Your goal » Nothing in the data may be altered; copy it all exactly.

Collected data
== Segment start ==
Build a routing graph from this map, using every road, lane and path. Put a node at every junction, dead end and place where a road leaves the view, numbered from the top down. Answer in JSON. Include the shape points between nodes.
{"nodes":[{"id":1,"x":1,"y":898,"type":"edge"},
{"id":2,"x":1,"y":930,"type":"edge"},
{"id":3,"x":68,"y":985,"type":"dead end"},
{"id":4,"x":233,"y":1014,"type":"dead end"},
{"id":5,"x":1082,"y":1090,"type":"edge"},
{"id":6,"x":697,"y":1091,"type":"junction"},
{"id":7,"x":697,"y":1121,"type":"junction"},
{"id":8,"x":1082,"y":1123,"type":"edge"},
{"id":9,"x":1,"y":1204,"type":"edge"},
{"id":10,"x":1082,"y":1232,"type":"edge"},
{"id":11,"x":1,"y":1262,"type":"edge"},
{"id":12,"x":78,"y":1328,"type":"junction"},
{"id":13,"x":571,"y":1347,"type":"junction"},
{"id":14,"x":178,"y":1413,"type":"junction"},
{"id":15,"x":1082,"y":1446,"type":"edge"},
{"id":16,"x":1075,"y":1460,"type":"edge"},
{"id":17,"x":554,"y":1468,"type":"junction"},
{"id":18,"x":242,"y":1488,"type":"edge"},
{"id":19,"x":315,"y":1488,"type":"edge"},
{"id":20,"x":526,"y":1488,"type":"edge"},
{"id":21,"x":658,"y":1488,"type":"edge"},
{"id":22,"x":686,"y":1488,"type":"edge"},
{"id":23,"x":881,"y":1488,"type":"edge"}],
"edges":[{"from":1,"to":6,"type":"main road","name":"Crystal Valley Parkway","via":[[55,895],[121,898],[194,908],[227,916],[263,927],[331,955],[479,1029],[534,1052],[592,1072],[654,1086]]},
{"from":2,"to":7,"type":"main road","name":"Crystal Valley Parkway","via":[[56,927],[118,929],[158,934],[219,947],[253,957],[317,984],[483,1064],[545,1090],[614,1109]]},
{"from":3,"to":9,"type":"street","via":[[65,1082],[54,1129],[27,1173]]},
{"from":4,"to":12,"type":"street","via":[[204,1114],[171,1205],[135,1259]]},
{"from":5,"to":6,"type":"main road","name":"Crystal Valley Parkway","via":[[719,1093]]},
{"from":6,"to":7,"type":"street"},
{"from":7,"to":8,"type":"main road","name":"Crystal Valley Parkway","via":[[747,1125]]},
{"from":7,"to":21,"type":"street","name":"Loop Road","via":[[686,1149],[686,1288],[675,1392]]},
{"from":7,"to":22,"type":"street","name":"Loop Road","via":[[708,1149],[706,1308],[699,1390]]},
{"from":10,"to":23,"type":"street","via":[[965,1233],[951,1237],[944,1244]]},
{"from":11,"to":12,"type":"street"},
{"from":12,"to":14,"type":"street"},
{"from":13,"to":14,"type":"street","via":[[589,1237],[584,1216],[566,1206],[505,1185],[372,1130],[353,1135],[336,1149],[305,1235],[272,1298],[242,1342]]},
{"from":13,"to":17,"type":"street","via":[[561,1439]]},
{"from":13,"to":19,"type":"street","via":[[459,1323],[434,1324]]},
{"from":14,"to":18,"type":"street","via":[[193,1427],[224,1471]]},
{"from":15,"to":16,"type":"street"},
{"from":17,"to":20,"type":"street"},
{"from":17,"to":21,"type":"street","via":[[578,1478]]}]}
== Segment end ==
Exercise answer »
Build a routing graph from this map, using every road, lane and path. Put a node at every junction, dead end and place where a road leaves the view, numbered from the top down. Answer in JSON. Include the shape points between nodes.
{"nodes":[{"id":1,"x":1,"y":898,"type":"edge"},
{"id":2,"x":1,"y":930,"type":"edge"},
{"id":3,"x":68,"y":985,"type":"dead end"},
{"id":4,"x":233,"y":1014,"type":"dead end"},
{"id":5,"x":1082,"y":1090,"type":"edge"},
{"id":6,"x":697,"y":1091,"type":"junction"},
{"id":7,"x":697,"y":1121,"type":"junction"},
{"id":8,"x":1082,"y":1123,"type":"edge"},
{"id":9,"x":1,"y":1204,"type":"edge"},
{"id":10,"x":1082,"y":1232,"type":"edge"},
{"id":11,"x":1,"y":1262,"type":"edge"},
{"id":12,"x":78,"y":1328,"type":"junction"},
{"id":13,"x":571,"y":1347,"type":"junction"},
{"id":14,"x":178,"y":1413,"type":"junction"},
{"id":15,"x":1082,"y":1446,"type":"edge"},
{"id":16,"x":1075,"y":1460,"type":"edge"},
{"id":17,"x":554,"y":1468,"type":"junction"},
{"id":18,"x":242,"y":1488,"type":"edge"},
{"id":19,"x":315,"y":1488,"type":"edge"},
{"id":20,"x":526,"y":1488,"type":"edge"},
{"id":21,"x":658,"y":1488,"type":"edge"},
{"id":22,"x":686,"y":1488,"type":"edge"},
{"id":23,"x":881,"y":1488,"type":"edge"}],
"edges":[{"from":1,"to":6,"type":"main road","name":"Crystal Valley Parkway","via":[[55,895],[121,898],[194,908],[227,916],[263,927],[331,955],[479,1029],[534,1052],[592,1072],[654,1086]]},
{"from":2,"to":7,"type":"main road","name":"Crystal Valley Parkway","via":[[56,927],[118,929],[158,934],[219,947],[253,957],[317,984],[483,1064],[545,1090],[614,1109]]},
{"from":3,"to":9,"type":"street","via":[[65,1082],[54,1129],[27,1173]]},
{"from":4,"to":12,"type":"street","via":[[204,1114],[171,1205],[135,1259]]},
{"from":5,"to":6,"type":"main road","name":"Crystal Valley Parkway","via":[[719,1093]]},
{"from":6,"to":7,"type":"street"},
{"from":7,"to":8,"type":"main road","name":"Crystal Valley Parkway","via":[[747,1125]]},
{"from":7,"to":21,"type":"street","name":"Loop Road","via":[[686,1149],[686,1288],[675,1392]]},
{"from":7,"to":22,"type":"street","name":"Loop Road","via":[[708,1149],[706,1308],[699,1390]]},
{"from":10,"to":23,"type":"street","via":[[965,1233],[951,1237],[944,1244]]},
{"from":11,"to":12,"type":"street"},
{"from":12,"to":14,"type":"street"},
{"from":13,"to":14,"type":"street","via":[[589,1237],[584,1216],[566,1206],[505,1185],[372,1130],[353,1135],[336,1149],[305,1235],[272,1298],[242,1342]]},
{"from":13,"to":17,"type":"street","via":[[561,1439]]},
{"from":13,"to":19,"type":"street","via":[[459,1323],[434,1324]]},
{"from":14,"to":18,"type":"street","via":[[193,1427],[224,1471]]},
{"from":15,"to":16,"type":"street"},
{"from":17,"to":20,"type":"street"},
{"from":17,"to":21,"type":"street","via":[[578,1478]]}]}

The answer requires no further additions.